(WORK REQUIRED): Please report every line in the entries that contains the string "پنجم".

··· DATA TO PROCESS

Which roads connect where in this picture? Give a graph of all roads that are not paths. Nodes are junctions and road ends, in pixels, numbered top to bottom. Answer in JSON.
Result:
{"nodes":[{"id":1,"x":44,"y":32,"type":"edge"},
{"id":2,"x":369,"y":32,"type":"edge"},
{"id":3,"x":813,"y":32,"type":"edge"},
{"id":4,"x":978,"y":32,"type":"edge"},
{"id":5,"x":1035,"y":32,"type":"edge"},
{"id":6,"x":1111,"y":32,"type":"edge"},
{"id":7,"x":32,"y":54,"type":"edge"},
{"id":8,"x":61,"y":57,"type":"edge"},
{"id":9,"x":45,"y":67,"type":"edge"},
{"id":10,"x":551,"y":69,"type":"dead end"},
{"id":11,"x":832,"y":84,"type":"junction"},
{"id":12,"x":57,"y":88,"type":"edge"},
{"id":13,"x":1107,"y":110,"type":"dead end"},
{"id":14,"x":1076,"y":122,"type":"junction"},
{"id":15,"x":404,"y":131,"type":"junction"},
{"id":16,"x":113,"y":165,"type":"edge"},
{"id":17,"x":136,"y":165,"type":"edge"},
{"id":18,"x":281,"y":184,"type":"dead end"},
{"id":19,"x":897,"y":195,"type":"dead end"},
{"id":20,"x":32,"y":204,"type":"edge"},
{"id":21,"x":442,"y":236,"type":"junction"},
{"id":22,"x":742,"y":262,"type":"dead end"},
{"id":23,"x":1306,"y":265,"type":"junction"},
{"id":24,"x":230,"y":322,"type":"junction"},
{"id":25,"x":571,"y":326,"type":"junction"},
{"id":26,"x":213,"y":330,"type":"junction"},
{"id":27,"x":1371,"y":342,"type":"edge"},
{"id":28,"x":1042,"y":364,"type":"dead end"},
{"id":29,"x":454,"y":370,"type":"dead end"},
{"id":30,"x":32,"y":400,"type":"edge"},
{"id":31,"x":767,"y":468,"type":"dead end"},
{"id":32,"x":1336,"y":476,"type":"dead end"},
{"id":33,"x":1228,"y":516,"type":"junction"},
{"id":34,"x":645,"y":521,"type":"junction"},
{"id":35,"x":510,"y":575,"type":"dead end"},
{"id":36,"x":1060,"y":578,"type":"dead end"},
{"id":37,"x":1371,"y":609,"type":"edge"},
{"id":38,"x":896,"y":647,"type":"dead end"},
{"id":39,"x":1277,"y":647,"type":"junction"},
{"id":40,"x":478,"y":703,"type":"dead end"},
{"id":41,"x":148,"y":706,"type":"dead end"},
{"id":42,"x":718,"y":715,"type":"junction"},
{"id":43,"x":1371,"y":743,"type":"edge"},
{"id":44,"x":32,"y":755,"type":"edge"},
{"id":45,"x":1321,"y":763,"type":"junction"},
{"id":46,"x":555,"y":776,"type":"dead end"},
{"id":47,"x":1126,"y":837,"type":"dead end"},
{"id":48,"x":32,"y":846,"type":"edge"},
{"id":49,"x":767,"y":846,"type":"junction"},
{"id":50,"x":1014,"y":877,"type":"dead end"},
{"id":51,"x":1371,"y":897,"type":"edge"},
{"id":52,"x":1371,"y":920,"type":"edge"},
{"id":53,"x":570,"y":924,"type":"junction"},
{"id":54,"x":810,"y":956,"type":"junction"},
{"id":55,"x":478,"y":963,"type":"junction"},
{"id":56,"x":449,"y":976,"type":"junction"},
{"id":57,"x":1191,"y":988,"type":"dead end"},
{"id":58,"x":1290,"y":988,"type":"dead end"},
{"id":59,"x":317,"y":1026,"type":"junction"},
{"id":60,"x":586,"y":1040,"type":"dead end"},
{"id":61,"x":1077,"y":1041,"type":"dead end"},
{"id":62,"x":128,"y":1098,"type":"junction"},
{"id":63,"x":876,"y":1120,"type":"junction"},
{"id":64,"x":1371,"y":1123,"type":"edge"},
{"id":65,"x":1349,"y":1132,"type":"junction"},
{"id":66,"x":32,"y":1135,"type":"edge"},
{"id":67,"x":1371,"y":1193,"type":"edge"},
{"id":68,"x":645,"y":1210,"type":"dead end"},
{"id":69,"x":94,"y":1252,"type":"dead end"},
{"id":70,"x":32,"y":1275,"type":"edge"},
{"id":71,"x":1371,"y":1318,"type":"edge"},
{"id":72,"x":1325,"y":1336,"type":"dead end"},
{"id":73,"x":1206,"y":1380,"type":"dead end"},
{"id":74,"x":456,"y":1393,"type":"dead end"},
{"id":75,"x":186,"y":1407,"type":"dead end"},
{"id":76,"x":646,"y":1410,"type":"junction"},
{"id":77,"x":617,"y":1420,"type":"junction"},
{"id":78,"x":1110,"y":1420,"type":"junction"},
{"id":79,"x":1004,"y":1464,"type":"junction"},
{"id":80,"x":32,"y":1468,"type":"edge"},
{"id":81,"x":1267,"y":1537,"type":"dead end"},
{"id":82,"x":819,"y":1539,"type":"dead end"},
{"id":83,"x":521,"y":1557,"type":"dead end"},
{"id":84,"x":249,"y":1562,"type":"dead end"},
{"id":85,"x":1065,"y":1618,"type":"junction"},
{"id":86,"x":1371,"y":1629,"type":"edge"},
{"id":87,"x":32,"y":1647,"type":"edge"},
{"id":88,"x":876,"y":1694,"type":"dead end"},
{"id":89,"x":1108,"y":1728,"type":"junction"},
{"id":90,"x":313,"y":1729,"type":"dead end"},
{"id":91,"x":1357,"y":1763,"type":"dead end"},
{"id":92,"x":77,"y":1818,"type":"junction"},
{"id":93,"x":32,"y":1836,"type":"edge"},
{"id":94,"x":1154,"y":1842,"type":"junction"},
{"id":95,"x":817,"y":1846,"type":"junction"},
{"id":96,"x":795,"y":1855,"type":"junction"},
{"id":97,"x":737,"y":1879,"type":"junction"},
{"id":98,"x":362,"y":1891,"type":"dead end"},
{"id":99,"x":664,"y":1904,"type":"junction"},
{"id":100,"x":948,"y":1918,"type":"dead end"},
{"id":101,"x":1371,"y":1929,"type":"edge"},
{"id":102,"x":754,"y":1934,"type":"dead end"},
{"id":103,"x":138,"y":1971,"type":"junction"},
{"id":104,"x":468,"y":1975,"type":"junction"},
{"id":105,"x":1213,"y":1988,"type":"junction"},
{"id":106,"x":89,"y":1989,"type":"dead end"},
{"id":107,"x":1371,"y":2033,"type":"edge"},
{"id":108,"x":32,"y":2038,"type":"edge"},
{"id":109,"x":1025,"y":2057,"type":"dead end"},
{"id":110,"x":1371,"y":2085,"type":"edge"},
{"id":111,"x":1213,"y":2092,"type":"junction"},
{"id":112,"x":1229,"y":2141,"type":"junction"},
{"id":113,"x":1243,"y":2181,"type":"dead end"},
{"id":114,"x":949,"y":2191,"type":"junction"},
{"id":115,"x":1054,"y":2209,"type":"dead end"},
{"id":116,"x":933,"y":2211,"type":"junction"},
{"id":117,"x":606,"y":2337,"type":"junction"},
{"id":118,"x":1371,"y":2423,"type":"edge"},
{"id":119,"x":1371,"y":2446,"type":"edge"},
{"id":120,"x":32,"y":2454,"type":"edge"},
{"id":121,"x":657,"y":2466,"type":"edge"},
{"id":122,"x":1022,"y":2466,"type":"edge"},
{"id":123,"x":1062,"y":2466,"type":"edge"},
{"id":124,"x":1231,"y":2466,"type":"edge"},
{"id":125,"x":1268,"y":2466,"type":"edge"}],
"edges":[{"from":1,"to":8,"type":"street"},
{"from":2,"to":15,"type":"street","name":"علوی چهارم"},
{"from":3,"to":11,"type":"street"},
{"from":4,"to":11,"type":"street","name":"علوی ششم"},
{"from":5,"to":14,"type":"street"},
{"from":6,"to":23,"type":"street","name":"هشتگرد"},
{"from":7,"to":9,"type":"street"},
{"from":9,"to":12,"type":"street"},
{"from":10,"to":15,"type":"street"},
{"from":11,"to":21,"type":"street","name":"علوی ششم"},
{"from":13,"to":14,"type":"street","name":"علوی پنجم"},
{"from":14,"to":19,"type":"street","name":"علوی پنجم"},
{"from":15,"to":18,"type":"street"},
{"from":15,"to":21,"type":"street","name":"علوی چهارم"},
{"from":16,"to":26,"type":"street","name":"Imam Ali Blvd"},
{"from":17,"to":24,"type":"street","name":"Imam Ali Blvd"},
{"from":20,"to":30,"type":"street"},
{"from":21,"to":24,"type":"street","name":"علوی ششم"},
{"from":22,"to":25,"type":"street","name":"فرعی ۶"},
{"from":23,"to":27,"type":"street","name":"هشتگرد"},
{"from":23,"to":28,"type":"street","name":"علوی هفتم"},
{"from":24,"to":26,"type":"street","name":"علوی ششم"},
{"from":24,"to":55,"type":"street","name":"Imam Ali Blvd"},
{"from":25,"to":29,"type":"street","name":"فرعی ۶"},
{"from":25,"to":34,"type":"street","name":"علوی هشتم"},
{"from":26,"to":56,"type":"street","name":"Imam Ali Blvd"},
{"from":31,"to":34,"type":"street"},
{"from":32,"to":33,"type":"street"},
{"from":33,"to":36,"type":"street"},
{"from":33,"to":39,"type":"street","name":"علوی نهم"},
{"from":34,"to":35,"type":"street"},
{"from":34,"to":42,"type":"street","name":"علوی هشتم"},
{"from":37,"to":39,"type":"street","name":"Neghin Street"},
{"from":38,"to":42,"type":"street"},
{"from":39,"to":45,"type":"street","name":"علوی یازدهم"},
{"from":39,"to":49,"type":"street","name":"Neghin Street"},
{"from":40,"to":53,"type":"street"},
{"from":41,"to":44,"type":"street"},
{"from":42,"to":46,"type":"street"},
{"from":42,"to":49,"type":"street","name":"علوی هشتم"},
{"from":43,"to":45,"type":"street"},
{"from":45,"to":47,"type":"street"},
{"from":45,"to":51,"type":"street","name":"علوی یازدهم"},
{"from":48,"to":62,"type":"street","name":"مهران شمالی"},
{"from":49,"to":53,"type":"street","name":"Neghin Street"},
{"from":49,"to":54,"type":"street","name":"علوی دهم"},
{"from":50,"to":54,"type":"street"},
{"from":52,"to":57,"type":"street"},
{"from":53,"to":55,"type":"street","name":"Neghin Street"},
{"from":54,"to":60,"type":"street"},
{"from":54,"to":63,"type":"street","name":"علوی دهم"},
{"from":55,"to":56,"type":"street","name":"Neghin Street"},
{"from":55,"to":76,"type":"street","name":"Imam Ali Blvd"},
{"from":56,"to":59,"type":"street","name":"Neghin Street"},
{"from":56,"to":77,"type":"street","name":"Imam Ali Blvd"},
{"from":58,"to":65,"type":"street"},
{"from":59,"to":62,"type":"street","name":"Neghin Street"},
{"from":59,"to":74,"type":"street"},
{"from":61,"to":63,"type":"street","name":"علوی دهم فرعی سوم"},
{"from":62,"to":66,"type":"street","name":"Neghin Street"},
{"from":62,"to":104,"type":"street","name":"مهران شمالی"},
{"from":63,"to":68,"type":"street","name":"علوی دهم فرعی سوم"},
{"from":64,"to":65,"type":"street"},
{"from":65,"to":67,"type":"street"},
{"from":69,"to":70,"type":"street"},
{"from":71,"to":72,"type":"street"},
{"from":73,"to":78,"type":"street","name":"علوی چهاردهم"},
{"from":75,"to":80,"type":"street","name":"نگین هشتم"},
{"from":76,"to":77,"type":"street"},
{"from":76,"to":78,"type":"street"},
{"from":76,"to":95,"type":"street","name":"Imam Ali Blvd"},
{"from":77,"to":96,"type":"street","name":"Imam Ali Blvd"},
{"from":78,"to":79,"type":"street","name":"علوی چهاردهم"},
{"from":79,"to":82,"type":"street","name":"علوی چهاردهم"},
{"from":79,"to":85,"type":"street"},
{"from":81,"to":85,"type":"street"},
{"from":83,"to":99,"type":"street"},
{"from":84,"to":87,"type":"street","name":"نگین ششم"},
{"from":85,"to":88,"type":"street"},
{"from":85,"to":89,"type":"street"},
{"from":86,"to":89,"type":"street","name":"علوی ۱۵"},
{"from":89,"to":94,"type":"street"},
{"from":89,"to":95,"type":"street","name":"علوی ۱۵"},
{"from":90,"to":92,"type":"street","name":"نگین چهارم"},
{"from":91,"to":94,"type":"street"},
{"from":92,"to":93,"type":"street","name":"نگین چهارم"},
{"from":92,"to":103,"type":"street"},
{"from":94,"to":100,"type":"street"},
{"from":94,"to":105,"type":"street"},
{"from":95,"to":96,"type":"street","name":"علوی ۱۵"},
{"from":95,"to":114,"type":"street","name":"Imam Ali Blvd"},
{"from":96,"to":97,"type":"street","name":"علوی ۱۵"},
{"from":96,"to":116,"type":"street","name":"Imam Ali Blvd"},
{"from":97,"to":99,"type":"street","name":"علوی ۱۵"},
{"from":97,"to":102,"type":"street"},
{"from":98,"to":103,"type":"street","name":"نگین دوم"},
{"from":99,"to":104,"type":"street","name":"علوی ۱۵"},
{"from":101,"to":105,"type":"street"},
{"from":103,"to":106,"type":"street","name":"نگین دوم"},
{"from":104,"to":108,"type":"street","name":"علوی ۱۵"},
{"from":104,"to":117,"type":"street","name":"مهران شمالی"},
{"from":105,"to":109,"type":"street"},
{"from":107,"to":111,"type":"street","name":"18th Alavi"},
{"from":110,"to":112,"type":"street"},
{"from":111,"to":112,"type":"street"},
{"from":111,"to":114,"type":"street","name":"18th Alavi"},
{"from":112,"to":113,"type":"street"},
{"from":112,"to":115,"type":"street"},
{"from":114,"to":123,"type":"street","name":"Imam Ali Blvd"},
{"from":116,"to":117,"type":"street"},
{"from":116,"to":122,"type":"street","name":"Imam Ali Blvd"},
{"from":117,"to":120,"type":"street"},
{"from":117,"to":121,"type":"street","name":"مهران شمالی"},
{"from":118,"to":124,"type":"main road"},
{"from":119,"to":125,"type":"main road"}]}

······

(SOLUTION FOR THIS EXERCISE):
{"from":13,"to":14,"type":"street","name":"علوی پنجم"},
{"from":14,"to":19,"type":"street","name":"علوی پنجم"},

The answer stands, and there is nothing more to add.